It was a far cry from today’s strained Anglo-American relationship. President Donald Trump and Prime Minister Keir Starmer clashed over the U.S. and Israeli attack on Iran and Britain’s initial failure to permit the U.S. to use its Diego Garcia base in the military effort. “This is not Winston Churchill that we’re dealing with,” Trump said in March. A Starmer excursion to Washington would only risk exacerbating the dispute.
Instead it was the royals who came for a state visit, with the king joking about how Trump’s demolition of the East Wing compares to British troops’ “small attempt at real estate development of the White House in 1814,” the year they set fire to the president’s residence. The state dinner, Charles said, was a “very considerable improvement on the Boston Tea Party.”
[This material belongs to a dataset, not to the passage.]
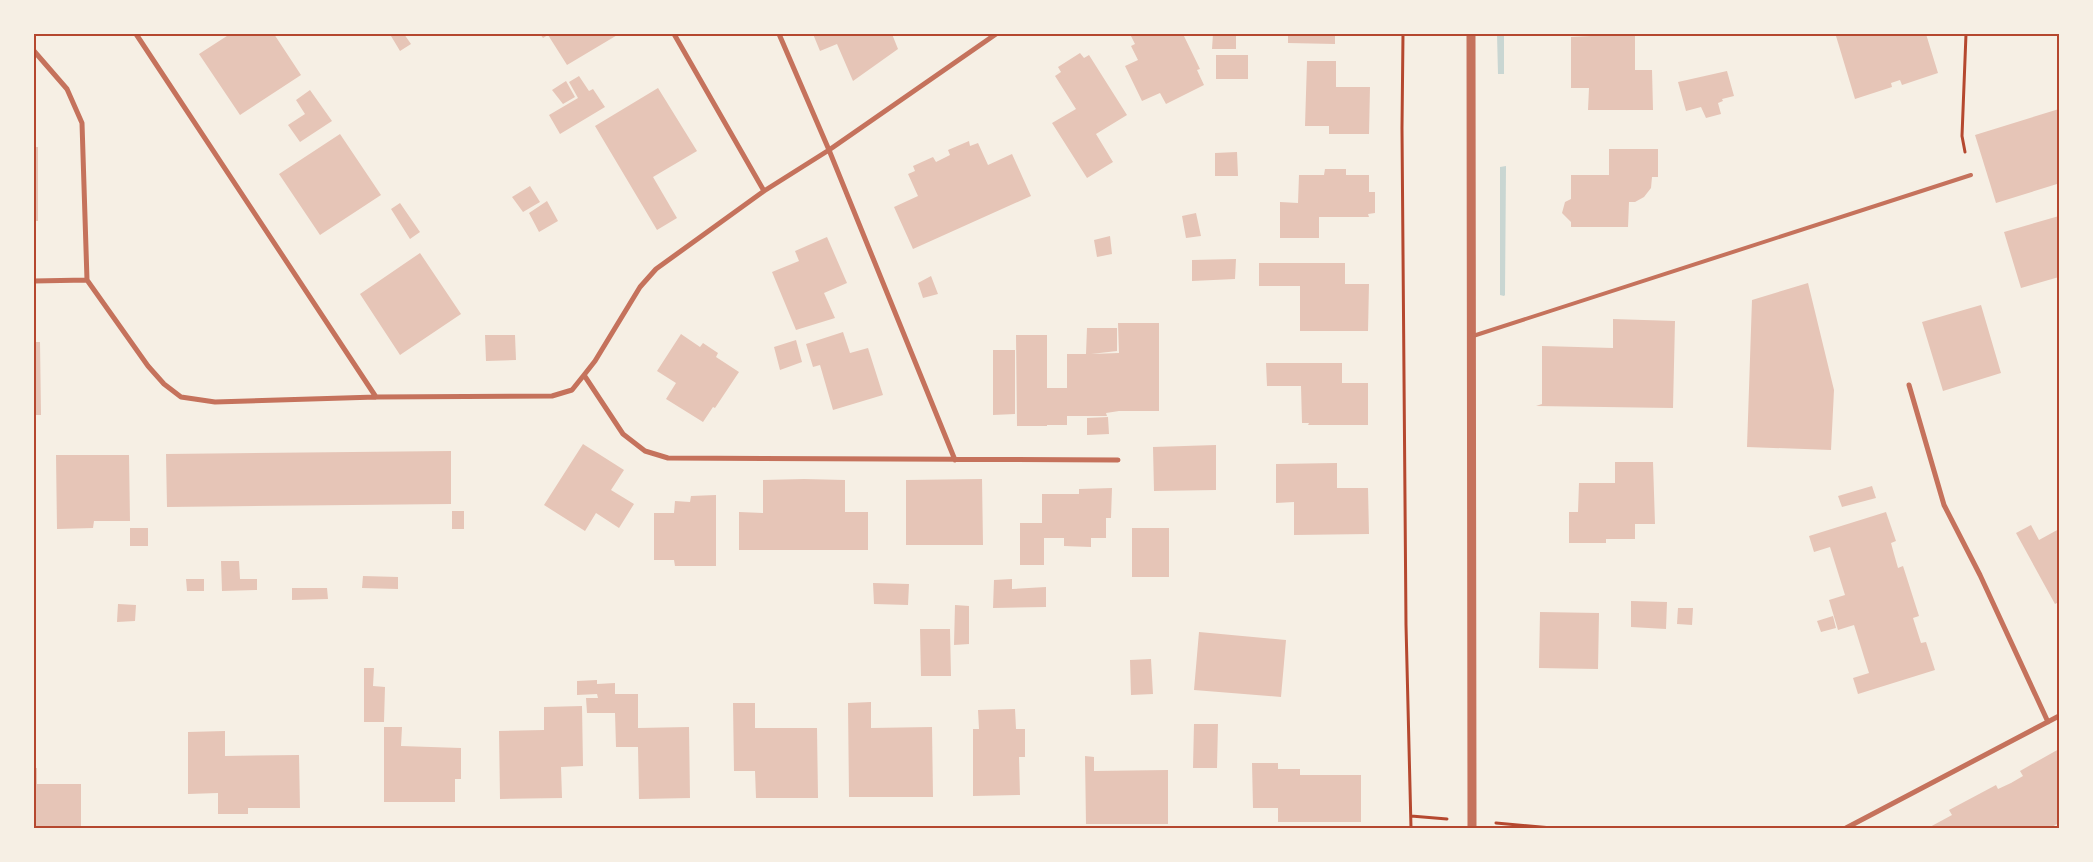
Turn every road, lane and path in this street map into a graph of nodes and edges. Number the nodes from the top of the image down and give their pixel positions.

A lifelong fan of the British monarchy, Trump thanked the U.K. for providing “the richest inheritance that any nation has ever given to another.”
Of course, there was a subtext to this royal visit. It was hard not to see the imprint of Keir Starmer’s government on King Charles’ speech to a joint session of Congress. Much media coverage of that well-received address made it seem as if it was only the monarch who was subtly rebuking Trump’s policies. Charles spoke of the need for preserving NATO, defending Ukraine, fortifying the rule of law, protecting the environment and maintaining checks on executive power.
Yes, the citing of these priorities ran counter to many recent statements from Trump, and many of them no doubt harmonize with the king’s own instincts. But the decision to highlight these points before Congress was heavily influenced by the British government’s worldview.
Under the “Cardinal Convention,” the views any British monarch articulates “must stay firmly within the boundaries of government policy,” according to Francesca Jackson, writing for the U.K. Constitutional Law Association. Jackson pointed to a letter sent in 1986 to the Times of London by the Queen’s private secretary Sir William Heseltine. He wrote that the monarch “must act on the advice of her ministers, whatever her own opinions may be.”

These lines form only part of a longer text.